Titan's primarily nitrogen atmosphere contains methane. Methane reacts with ultraviolet sunlight, forming organic compounds that flake from the sky. The thick atmosphere protects the hydrocarbons and other organic solids that settle on the surface from being destroyed by damaging particle and ultraviolet radiation. Some of these organic molecules are thought to have been important in Earth's prebiotic environment.

"Cassini-Hugygens will be the stepping stone that will tell us where the organics are located on the surface, and it will tell us whether there are differences in organics that have been deposited in craters or in regions that seem to have been resurfaced by cyrovolcanism." Cryovolcanism is volcanism where the fluid is not molten rock, but liquid water that possibly includes ammonia and other antifreezes. "These are interesting places because liquid water might have been briefly present and modified the organics in some way."
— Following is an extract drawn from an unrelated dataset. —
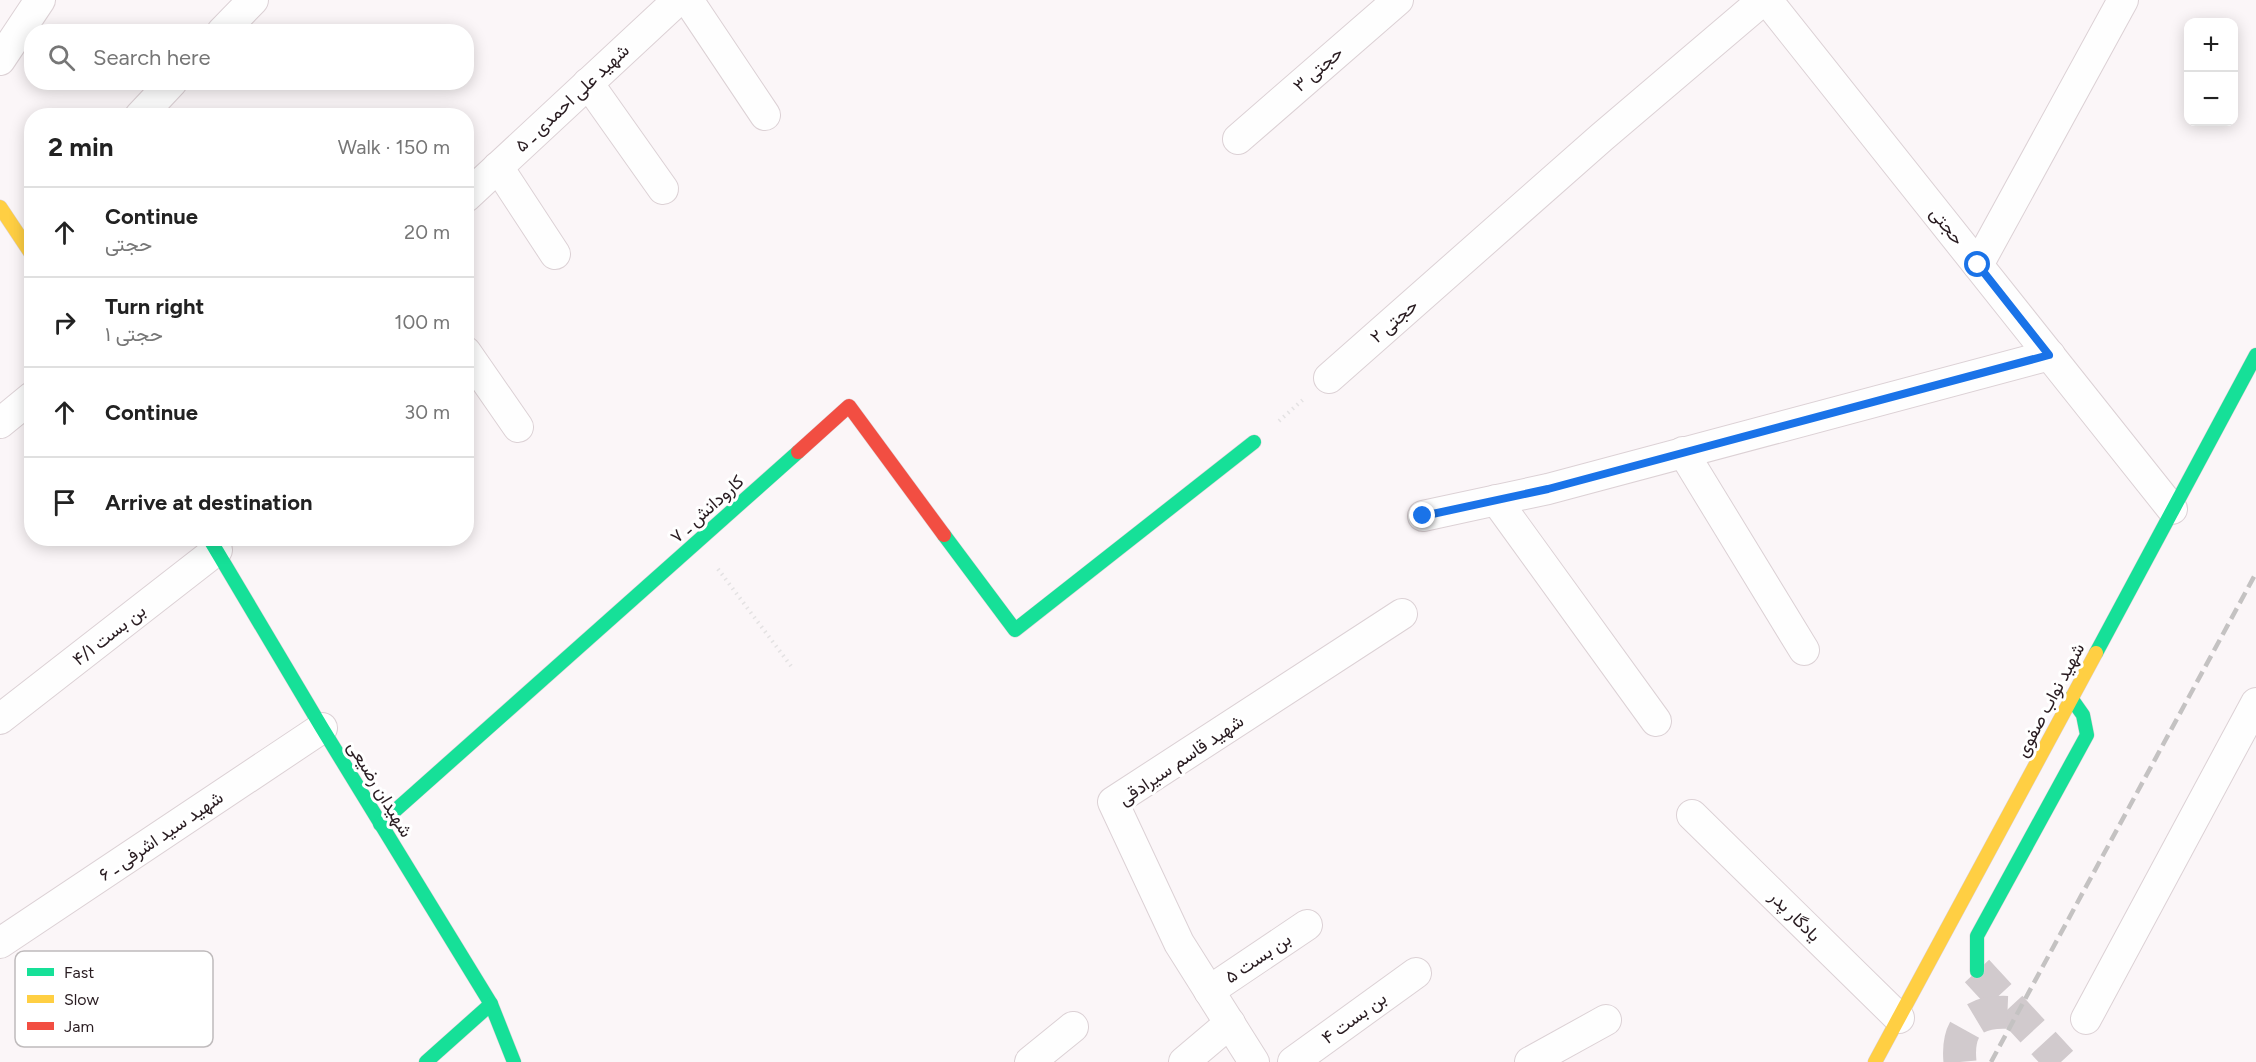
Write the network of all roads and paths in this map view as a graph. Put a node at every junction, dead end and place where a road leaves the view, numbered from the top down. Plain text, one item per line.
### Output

Last year, Lunine and Natalia Artemieva of the Institute for Geospheres in Moscow published a paper on how much water ice in Titan would melt if the moon were hit by an asteroid or other object, and how that would affect organic materials on Titan's surface.

If astrobiologists don't get some answers from Titan, they'll have to hunt for them in other solar systems.

"Our solar system can be a frustrating place," Lunine said. "There are only nine planets -- some people say eight because they exclude Pluto -- and there are only 60 moons, not 6,000. And of those 60 moons and 8 or 9 planets, there's only one place without life that has abundant organic chemistry, energy sources, a solid surface where organic molecules can actually survive and be processed, sometimes along with liquid water. And that place is Titan."